Connie Fox And Bill King: Where Living And Art Coexist


Positive vibrations are exactly what a visitor feels driving up to Connie Fox and Bill King’s home in Northwest Woods.

No doubt the wooden structure and surrounding trees help set the scene, but even aluminum sculptures in the backyard—the work of Mr. King, who like Ms. Fox is a highly respected artist—fail to chill a warm sensibility permeating the couple’s exterior environment.

This warmth continues inside their home—in its dark wood floors covered by colorful, Southwest-designed rugs; festive throw pillows; a piano adorned with lots of sheet music. The couple’s art—Ms. Fox’s striking abstract paintings and Mr. King’s idiosyncratic small sculptures—also help to establish a comfortable mood. Curiously, the art does not overwhelm the interior, or even call attention to its special qualities. Nor do Ms. Fox and Mr. King themselves. They are as warm and comfortable as their inanimate possessions.

Unlike their living space, however, the couple’s separate studios are sparse and functional. Mr. King’s, which he refers to as a “Santa Claus workshop,” is a tiny room, filled with small tools and oddly shaped pieces of metal. Ms. Fox’s large studio has windows along one wall and six skylights, while a small table holds paintbrushes and implements like scissors.

The house and studios have a lived-in look that still conveys freshness and spontaneity—which seems suitable, considering that the couple moved in together during the early 1980s and finally were married by the late Peter Matthiessen in his Zen garden some 10 years ago. We get the feeling that everything has changed and nothing has changed.

Before they met, Ms. Fox and Mr. King lived very different lives. She grew up in a small Colorado town, traveling to New Mexico, Los Angeles and Pennsylvania. Along the way, she obtained a B.F.A. at the University of Colorado, attended Los Angeles’s Art Center School, and held a series of odd jobs, including making hand-painted abstract ties and drawing sale items in newspaper ads for an advertising agency. Meeting Elaine de Kooning motivated her move to East Hampton. It’s easy to see why Ms. Fox liked the area’s natural environment, and she had never lived by the water before.
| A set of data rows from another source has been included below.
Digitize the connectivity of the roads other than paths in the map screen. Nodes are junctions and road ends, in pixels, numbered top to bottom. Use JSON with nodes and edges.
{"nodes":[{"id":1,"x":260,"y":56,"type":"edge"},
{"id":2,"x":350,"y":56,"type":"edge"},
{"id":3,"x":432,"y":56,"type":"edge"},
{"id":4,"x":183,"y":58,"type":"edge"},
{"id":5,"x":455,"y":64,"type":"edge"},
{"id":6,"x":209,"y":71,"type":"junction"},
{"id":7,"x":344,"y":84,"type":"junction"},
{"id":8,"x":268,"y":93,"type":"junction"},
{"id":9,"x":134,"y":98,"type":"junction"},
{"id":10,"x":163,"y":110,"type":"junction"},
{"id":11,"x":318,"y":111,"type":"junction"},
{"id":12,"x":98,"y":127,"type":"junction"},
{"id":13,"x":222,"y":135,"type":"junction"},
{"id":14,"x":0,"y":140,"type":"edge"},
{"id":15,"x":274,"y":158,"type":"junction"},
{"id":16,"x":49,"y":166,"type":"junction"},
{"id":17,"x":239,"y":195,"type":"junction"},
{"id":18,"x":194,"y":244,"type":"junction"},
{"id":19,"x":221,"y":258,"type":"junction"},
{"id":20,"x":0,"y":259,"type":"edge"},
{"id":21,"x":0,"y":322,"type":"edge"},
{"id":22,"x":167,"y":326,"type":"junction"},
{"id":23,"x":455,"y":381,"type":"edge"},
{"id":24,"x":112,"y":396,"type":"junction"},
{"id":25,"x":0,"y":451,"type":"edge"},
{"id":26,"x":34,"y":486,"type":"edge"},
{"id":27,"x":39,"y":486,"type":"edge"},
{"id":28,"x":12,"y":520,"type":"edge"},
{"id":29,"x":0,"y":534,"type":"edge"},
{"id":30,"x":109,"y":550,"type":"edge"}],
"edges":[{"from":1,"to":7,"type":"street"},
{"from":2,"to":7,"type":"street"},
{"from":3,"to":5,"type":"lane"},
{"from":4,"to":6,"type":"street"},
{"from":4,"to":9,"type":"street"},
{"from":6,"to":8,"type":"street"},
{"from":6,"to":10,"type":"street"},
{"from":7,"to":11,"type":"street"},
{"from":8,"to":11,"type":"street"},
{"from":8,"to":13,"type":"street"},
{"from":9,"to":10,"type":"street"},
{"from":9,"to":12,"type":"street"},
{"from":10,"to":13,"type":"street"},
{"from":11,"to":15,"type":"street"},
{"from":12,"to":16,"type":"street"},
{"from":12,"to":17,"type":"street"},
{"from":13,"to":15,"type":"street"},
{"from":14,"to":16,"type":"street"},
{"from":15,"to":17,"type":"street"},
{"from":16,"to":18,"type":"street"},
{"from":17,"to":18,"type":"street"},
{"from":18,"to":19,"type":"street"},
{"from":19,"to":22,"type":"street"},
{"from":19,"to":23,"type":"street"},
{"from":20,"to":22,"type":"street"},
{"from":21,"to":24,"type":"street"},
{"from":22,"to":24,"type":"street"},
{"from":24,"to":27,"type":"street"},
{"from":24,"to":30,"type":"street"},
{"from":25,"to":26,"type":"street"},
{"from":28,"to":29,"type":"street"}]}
On the other hand, Mr. King’s early days were close to the water near Miami. The story goes that his mother gave him $100 and told him to leave Coconut Grove for his own sake. Mr. King says he ran away with an older woman to New York, where he attended Cooper Union. His many distinctions during this period included traveling to Rome on a Fulbright scholarship.

Mr. King’s art style can’t be characterized succinctly as his wife’s can. His figurative sculptures, which many people think resemble him, have been labeled folk art, comic gesture and caricature.

No matter. Both he and Ms. Fox appreciate each other’s work, style and all. Asked to describe his wife’s paintings, Mr. King answers without hesitation: “She’s a major, true American painter of her time. She brought together all of Abstract Expressionism and made it intelligible.” We get the impression that “true,” meaning authentic, is the salient word.

Speaking of “true,” we ask Ms. Fox what her impression of Mr. King was when they first met, from a personal, not artistic, perspective. Speaking without hesitation as well, she noted that “I had just moved to a new area and was trying to get adjusted. I was totally living by myself and was used to it. I was quite content. I was doing my work.”

Yet life has a way of taking twists and turns. The couple moved in together, not only creating their art, but also having fun playing in Audrey Flack’s band. They also entertained at art openings. At one point, Mr. King said, Jimmy Ernst told a gallery owner to “get them out of here—they are scaring the customers.”

Does this sharing of experiences extend to their art? Do they ask each other for help or opinions? “We both know what each other is doing,” Mr. King answered. “We may ask each other for help in selecting a particular work for an opening. But that’s it.”

What’s it like when two artists live together, especially when they’ve been with each other for three decades?

Ms. Fox answers first: “If you’re married to an artist, you understand why you don’t take weekends off, why artists’ days merge into each other.”

Mr. King has the last word: “We both understand that art is a calling,” he says. “It’s life itself.”